> _Task to complete_
Among the entries below, find each line holding "down" and return it.

(Stored data entries)

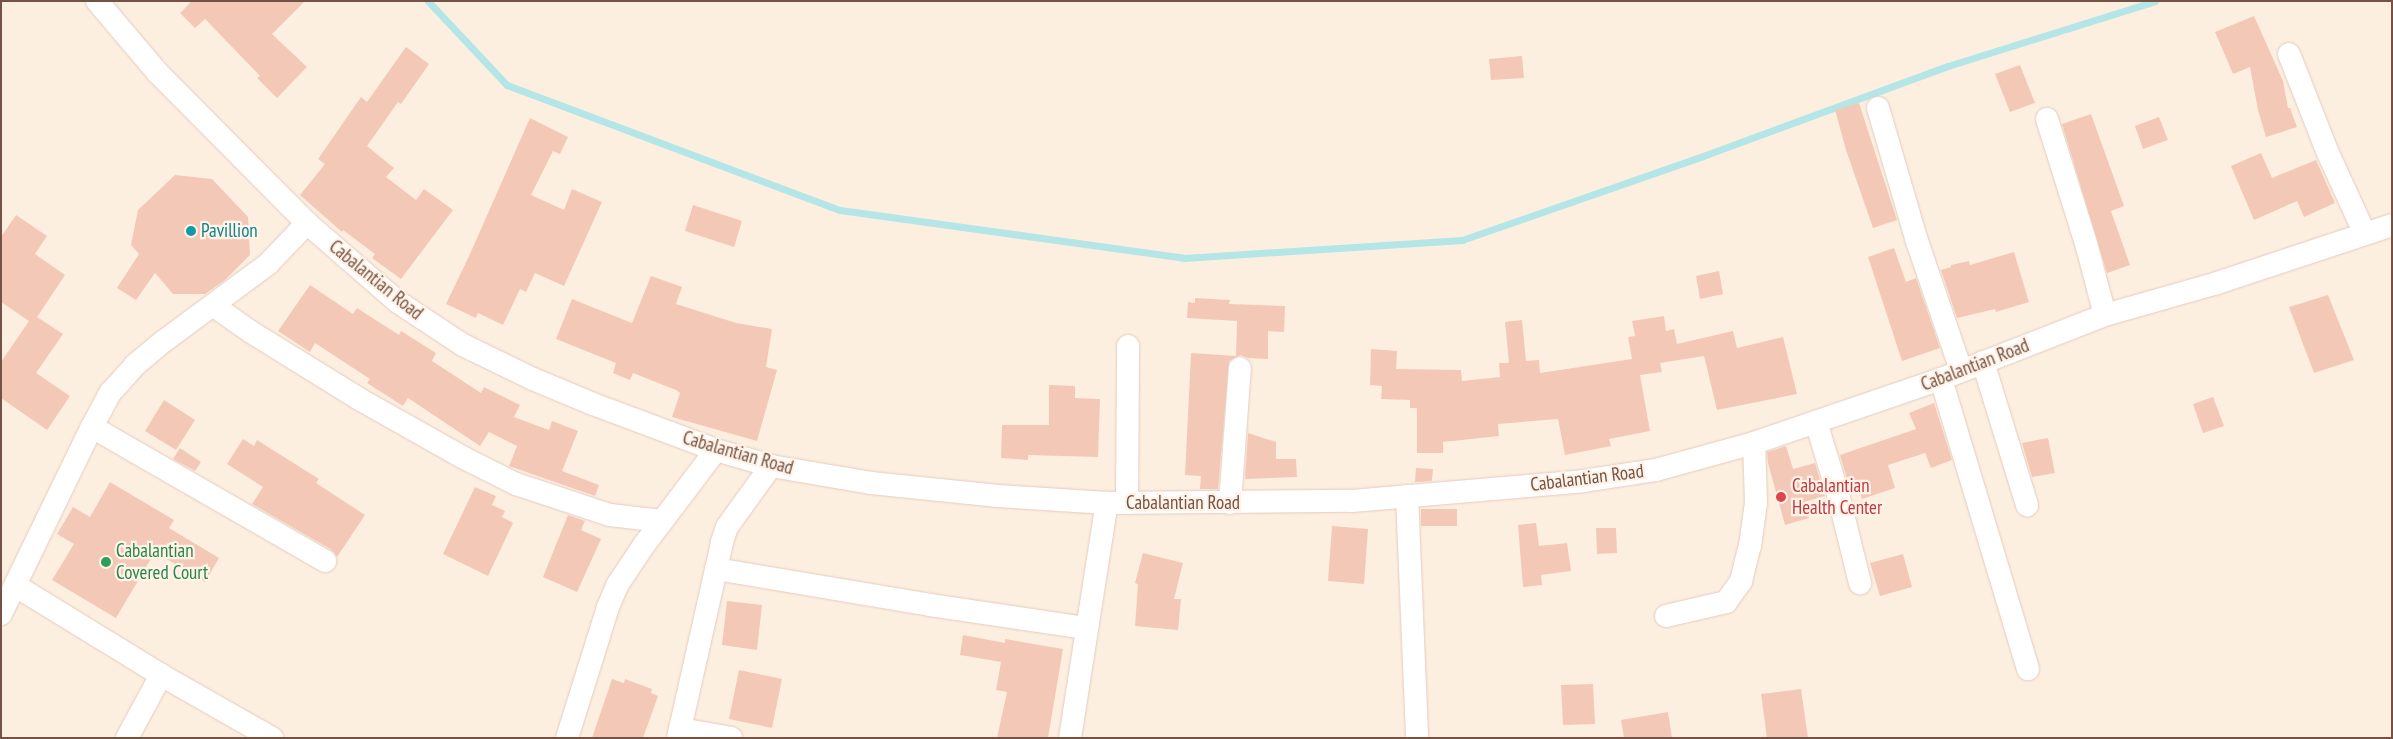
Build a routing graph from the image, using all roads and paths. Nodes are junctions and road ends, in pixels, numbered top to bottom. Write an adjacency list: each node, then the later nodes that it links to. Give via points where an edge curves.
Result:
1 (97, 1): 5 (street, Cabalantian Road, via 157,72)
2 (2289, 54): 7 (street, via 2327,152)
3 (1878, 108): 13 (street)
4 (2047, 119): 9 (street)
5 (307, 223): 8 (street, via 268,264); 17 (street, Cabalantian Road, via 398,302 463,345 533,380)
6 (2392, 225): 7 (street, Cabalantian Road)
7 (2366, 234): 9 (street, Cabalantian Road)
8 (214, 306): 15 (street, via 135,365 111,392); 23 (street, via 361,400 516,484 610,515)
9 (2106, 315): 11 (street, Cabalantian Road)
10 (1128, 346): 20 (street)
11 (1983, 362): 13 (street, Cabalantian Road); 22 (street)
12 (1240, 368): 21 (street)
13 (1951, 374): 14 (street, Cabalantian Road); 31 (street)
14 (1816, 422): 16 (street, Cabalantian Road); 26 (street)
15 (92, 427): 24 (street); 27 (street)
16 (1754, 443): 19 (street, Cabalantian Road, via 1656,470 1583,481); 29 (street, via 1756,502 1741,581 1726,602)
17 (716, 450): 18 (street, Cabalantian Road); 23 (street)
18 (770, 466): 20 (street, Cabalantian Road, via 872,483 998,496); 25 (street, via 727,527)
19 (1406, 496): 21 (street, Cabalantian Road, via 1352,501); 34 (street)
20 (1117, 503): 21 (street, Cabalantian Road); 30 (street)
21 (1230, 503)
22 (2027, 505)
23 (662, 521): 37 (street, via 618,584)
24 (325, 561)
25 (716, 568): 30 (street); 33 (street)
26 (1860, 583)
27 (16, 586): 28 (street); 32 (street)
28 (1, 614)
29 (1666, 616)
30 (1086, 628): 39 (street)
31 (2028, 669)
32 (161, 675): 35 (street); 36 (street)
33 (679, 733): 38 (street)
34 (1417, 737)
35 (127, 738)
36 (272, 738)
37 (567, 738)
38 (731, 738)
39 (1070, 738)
* * *
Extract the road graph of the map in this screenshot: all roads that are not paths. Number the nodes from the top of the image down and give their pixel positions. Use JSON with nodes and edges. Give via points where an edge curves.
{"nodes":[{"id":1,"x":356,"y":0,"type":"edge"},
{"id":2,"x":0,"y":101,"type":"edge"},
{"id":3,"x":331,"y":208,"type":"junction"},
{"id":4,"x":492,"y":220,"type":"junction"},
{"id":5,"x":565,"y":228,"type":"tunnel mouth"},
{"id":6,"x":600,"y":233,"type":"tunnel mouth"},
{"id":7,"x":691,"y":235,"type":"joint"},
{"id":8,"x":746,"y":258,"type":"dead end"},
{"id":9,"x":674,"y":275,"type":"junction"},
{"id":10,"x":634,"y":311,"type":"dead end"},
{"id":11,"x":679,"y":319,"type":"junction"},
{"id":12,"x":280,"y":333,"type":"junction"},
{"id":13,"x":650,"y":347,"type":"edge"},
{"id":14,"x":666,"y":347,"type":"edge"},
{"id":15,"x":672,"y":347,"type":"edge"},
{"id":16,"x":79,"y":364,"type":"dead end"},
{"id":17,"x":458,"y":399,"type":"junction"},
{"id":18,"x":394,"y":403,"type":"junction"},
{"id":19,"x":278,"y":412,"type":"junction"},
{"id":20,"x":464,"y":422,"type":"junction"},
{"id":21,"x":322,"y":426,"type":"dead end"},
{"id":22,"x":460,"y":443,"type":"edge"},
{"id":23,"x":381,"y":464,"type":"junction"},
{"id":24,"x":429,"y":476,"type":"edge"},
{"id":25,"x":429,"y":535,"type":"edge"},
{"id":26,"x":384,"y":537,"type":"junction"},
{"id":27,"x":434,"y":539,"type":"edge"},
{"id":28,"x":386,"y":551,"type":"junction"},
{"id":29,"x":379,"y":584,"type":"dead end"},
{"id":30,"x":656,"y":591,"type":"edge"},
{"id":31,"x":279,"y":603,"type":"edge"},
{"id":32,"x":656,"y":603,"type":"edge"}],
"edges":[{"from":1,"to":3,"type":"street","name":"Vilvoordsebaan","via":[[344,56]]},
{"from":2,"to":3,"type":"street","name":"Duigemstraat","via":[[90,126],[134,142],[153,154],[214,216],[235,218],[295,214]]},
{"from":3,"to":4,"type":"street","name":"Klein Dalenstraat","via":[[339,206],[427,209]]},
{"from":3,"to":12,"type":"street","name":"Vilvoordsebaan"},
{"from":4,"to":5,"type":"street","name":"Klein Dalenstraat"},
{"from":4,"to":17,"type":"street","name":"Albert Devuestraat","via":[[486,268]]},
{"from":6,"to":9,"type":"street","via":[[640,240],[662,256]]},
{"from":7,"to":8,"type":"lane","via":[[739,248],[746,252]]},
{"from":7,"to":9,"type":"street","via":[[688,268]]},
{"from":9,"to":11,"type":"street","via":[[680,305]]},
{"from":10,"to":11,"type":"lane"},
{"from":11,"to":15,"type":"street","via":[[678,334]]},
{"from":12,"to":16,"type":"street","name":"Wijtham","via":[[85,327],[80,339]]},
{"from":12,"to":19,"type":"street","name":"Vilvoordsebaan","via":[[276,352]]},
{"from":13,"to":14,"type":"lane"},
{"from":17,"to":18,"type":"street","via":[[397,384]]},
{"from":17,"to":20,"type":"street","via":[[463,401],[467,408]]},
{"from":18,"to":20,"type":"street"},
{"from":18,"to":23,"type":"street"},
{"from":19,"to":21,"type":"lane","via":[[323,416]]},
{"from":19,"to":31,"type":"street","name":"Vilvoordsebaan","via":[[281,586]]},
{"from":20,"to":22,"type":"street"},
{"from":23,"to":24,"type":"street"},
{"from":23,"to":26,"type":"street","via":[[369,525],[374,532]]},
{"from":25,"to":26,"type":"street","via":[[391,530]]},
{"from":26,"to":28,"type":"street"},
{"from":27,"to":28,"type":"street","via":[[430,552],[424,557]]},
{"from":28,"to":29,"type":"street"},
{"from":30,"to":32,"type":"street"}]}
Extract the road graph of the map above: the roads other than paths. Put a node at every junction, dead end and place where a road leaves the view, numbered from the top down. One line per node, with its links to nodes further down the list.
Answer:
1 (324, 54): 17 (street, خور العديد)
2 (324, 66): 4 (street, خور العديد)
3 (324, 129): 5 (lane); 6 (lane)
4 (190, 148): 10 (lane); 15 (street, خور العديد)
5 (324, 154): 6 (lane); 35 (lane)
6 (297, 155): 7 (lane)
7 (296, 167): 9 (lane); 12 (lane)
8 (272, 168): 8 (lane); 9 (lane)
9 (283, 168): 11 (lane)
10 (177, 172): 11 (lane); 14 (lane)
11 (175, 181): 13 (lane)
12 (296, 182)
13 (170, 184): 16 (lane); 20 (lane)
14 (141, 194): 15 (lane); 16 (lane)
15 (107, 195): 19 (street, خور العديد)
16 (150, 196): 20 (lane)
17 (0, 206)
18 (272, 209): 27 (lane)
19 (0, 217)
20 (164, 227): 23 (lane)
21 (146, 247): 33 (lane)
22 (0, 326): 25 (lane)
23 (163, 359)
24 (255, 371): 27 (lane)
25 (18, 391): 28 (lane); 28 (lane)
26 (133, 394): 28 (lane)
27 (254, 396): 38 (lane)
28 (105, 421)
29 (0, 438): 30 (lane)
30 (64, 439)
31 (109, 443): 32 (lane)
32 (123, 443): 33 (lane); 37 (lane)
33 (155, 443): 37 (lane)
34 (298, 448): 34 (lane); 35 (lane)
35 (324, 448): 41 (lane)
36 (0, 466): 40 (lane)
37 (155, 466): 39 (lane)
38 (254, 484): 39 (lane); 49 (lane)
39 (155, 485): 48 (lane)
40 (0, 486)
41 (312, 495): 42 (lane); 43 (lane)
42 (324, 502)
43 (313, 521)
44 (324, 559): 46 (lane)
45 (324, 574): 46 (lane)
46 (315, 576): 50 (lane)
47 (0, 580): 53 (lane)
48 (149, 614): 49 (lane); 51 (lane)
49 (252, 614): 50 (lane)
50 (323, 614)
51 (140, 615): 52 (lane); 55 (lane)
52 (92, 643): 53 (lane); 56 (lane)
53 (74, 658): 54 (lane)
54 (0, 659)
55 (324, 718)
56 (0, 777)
--
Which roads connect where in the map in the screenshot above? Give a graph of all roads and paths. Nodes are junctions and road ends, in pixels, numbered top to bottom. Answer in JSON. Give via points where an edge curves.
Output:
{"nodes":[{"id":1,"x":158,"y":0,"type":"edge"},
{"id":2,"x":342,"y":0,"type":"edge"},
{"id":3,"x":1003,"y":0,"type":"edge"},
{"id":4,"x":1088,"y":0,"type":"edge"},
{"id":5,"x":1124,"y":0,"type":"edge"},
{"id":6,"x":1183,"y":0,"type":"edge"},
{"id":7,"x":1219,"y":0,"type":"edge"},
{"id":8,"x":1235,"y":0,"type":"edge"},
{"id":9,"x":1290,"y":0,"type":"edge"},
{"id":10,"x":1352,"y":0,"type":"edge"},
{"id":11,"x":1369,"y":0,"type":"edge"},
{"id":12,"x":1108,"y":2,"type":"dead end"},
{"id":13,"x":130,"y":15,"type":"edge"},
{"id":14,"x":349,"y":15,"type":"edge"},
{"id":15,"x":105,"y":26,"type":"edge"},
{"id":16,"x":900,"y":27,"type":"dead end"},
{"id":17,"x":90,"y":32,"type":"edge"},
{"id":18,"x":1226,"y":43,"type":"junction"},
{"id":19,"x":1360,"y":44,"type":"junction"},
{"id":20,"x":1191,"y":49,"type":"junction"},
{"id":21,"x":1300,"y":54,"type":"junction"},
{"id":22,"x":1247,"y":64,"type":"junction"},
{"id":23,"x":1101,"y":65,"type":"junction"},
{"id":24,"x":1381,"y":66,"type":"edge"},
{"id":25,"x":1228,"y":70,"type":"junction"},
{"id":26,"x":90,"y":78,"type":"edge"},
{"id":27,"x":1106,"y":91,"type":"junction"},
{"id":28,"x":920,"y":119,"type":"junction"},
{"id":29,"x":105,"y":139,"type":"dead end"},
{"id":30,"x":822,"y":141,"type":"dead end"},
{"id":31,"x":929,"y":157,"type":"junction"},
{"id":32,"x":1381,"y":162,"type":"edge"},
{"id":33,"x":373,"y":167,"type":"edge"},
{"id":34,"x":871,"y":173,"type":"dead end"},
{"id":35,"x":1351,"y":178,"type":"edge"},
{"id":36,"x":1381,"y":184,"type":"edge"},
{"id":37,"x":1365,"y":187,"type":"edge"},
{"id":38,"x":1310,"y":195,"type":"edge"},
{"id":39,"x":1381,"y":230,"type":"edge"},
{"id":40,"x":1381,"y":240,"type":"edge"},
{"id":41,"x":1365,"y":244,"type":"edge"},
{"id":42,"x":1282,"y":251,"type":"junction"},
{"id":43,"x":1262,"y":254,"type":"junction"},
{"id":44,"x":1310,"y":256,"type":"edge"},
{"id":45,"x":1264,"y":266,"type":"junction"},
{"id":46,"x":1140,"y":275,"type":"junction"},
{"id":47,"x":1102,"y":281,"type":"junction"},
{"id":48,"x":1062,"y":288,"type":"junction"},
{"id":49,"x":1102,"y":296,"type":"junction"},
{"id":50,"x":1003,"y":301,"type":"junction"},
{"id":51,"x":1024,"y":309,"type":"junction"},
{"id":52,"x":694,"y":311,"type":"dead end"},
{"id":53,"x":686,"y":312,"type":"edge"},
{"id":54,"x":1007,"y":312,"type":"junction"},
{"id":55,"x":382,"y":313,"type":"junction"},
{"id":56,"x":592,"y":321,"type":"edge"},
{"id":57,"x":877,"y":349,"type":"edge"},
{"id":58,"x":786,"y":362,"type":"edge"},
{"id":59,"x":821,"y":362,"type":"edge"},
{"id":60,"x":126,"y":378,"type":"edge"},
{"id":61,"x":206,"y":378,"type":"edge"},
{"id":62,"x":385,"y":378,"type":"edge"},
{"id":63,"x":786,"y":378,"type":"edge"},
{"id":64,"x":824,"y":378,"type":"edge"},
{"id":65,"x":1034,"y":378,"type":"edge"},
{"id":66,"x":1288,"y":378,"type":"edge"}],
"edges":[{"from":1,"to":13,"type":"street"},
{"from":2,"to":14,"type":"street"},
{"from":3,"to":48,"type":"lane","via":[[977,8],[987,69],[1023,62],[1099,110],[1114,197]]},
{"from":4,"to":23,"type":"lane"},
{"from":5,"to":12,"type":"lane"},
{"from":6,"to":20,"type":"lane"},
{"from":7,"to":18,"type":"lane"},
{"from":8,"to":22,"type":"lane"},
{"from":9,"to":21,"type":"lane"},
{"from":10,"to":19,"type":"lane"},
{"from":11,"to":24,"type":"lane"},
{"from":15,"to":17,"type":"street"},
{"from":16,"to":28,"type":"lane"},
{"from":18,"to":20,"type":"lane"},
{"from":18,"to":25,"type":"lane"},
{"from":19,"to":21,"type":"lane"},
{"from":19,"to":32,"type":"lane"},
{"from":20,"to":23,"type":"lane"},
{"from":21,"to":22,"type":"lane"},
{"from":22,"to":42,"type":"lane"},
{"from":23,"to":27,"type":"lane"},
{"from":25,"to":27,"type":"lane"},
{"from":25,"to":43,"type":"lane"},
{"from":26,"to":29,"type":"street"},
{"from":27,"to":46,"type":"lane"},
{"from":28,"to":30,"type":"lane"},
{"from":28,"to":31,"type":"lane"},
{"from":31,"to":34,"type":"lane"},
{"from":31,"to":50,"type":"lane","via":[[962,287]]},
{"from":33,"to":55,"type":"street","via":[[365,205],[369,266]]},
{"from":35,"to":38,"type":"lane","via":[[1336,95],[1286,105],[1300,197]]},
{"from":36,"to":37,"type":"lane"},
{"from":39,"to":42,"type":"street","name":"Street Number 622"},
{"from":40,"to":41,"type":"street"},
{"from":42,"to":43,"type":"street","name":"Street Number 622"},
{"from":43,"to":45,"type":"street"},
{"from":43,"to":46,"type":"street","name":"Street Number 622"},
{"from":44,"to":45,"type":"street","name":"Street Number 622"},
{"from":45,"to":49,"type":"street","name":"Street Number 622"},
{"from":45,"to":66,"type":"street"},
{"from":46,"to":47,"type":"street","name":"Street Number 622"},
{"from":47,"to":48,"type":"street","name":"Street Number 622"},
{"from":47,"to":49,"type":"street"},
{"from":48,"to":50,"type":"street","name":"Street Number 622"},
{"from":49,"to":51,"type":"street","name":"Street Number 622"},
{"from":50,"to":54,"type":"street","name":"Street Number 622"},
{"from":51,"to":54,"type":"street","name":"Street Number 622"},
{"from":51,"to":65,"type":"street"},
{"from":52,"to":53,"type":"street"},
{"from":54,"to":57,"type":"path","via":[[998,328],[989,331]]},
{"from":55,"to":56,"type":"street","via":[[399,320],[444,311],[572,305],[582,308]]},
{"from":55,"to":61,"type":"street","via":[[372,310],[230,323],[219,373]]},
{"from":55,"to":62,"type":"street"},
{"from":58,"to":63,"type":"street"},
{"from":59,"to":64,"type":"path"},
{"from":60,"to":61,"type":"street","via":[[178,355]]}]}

> _Exercise output_
Extract the road graph of the map in this screenshot: all roads that are not paths. Number the nodes from the top of the image down and give their pixel positions. Use JSON with nodes and edges. Give via points where an edge curves.
Extract the road graph of the map above: the roads other than paths. Put a node at every junction, dead end and place where a road leaves the view, numbered from the top down. One line per node, with its links to nodes further down the list.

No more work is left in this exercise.